Finite-element simulations

Finite-element software COMSOL Multiphysics was used to model a three-layer structure subjected to external uniaxial strain and map the stress level. To investigate the concentrated stress that may lead to a crack channeling across the thin film, we built a three-dimensional model. The modulus of the top thin film was 19.4 MPa (modulus of the nanoconfinement DPP). The hyper-elastic material model (Neo-Hookean) was applied to the functional thin film, soft interlayer (modulus of the SEBS H1052, 2.83 MPa), and the ultrasoft substrate (modulus of the ultrasoft hydrogel, 2.5 kPa).

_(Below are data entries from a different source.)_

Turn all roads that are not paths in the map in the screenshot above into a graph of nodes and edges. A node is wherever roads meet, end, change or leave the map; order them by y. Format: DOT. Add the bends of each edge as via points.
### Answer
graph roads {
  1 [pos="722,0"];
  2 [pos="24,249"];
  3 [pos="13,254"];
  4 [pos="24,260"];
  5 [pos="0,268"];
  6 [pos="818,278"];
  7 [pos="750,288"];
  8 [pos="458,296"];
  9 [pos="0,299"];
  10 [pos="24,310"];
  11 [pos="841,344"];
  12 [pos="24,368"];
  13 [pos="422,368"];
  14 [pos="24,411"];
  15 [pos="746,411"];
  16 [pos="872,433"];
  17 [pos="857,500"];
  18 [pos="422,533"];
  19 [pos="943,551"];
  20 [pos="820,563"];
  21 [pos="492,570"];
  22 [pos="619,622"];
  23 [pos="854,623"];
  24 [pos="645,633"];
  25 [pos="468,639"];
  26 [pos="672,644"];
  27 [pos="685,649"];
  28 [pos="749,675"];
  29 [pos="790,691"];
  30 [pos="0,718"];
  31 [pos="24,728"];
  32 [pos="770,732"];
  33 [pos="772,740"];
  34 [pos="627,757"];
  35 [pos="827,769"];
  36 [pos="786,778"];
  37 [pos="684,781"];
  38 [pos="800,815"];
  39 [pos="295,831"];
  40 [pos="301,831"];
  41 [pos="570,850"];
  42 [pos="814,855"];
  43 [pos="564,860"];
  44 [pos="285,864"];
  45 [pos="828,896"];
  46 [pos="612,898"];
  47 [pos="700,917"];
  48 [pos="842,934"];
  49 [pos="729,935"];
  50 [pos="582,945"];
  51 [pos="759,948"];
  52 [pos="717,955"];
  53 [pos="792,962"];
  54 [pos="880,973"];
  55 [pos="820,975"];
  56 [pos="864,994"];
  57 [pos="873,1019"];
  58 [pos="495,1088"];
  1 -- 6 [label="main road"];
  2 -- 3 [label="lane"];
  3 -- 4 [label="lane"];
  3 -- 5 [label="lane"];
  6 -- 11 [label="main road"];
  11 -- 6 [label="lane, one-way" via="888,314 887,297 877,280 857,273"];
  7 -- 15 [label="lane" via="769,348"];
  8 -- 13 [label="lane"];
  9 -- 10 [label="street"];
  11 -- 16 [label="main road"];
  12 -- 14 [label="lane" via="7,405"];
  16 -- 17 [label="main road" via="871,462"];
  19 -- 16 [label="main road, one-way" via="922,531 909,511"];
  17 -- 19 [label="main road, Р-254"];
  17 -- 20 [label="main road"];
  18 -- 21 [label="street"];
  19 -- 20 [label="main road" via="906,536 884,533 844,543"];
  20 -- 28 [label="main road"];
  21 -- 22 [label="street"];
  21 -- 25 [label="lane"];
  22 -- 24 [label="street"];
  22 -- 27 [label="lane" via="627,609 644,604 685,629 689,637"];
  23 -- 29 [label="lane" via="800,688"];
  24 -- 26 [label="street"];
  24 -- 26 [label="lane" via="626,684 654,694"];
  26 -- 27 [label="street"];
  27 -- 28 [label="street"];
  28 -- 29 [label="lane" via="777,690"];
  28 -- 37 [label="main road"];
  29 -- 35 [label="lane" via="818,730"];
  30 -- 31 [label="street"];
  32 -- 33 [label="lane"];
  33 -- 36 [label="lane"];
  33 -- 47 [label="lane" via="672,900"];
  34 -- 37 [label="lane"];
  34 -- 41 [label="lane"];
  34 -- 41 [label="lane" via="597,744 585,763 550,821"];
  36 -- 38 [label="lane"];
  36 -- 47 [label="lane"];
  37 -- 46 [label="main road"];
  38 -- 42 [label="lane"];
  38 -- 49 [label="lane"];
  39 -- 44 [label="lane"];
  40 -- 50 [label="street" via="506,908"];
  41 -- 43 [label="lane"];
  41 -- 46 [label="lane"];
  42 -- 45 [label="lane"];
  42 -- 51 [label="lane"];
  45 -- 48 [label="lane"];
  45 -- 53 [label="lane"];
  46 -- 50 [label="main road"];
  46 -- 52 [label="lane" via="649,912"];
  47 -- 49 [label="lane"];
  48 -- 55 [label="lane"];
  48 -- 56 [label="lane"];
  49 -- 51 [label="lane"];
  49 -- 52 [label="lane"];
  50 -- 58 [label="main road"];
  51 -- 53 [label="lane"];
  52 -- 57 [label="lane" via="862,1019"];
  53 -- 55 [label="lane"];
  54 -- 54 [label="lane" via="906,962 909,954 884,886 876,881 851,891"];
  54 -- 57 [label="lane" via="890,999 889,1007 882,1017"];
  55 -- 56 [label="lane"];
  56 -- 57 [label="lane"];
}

We varied the modulus (10 kPa to 1 GPa) and thickness (100 nm to 10 μm) of the soft interlayer, and the delaminated area (from 1.5 to 41 times to the notch area) between the functional layer and the interlayer around the notch, and calculated the stress level. To simplify the simulation, we assume the adhesion between the layers is infinite, and no extra delamination occurs in the three-layer structure under the uniaxial stretching (up to 10% strain). Hexahedral elements (with a minimal element size of 0.8 nm) were used to mesh the structure.

Reporting summary

Further information on research design is available in the Nature Portfolio Reporting Summary linked to this article.